*PROVIDED INFORMATION*:

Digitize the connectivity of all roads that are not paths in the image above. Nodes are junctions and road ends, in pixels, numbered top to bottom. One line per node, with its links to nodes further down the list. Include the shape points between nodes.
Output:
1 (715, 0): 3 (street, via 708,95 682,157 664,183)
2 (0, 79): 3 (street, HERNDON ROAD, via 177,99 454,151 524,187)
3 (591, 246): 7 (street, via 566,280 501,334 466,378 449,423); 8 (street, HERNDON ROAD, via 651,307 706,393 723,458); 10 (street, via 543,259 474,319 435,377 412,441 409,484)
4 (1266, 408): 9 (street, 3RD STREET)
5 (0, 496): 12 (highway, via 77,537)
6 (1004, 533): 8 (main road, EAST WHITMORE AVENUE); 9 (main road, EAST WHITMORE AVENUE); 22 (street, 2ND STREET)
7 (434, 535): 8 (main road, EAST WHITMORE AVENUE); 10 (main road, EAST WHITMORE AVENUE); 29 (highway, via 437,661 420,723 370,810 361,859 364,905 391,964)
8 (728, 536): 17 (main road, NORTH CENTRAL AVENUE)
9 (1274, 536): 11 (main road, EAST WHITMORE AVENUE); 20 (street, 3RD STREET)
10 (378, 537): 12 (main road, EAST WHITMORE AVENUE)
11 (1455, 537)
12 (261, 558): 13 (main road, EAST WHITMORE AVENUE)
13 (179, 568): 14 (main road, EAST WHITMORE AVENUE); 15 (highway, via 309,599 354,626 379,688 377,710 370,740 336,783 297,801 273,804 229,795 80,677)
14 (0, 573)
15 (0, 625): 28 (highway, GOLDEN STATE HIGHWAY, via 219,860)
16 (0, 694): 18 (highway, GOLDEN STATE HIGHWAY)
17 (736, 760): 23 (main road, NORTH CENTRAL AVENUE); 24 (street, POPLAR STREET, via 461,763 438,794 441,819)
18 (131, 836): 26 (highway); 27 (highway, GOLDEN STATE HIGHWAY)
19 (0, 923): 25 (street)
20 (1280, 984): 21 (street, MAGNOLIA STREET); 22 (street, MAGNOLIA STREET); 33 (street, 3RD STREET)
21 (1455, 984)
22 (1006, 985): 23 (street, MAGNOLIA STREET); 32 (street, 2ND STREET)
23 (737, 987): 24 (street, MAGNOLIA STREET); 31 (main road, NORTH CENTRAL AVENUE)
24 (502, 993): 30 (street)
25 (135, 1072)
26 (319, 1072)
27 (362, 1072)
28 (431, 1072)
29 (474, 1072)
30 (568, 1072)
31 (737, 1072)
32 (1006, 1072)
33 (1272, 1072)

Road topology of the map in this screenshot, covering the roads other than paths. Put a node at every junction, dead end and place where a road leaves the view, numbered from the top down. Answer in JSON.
* * *
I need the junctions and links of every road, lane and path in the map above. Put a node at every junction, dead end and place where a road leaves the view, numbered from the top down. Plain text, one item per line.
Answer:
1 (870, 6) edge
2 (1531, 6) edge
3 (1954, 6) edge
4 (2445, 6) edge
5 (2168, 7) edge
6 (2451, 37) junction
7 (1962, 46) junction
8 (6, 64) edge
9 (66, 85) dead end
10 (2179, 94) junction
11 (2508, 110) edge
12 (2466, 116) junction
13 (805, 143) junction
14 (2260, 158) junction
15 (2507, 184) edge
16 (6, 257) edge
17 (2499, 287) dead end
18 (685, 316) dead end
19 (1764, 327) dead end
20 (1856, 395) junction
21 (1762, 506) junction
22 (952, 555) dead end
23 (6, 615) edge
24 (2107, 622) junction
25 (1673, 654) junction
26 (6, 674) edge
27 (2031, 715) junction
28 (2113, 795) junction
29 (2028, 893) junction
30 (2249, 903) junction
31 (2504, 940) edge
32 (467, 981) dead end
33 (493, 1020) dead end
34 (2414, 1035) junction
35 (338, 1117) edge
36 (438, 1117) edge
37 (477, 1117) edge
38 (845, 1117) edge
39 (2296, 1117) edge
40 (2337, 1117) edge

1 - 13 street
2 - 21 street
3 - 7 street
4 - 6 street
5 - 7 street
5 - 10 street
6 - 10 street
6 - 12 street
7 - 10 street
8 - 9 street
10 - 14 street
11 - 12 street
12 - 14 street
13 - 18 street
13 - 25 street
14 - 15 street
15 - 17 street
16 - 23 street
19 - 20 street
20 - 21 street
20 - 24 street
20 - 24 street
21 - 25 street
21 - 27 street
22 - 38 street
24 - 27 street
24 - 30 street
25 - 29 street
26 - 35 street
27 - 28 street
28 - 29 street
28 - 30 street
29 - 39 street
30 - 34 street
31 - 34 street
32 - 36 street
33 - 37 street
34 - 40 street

*EXERCISE*:
For every line in the data above that holds "leaves", return the line itself.

*THE COMPLETED TASK*:
Road topology of the map in this screenshot, covering the roads other than paths. Put a node at every junction, dead end and place where a road leaves the view, numbered from the top down. Answer in JSON.
I need the junctions and links of every road, lane and path in the map above. Put a node at every junction, dead end and place where a road leaves the view, numbered from the top down. Plain text, one item per line.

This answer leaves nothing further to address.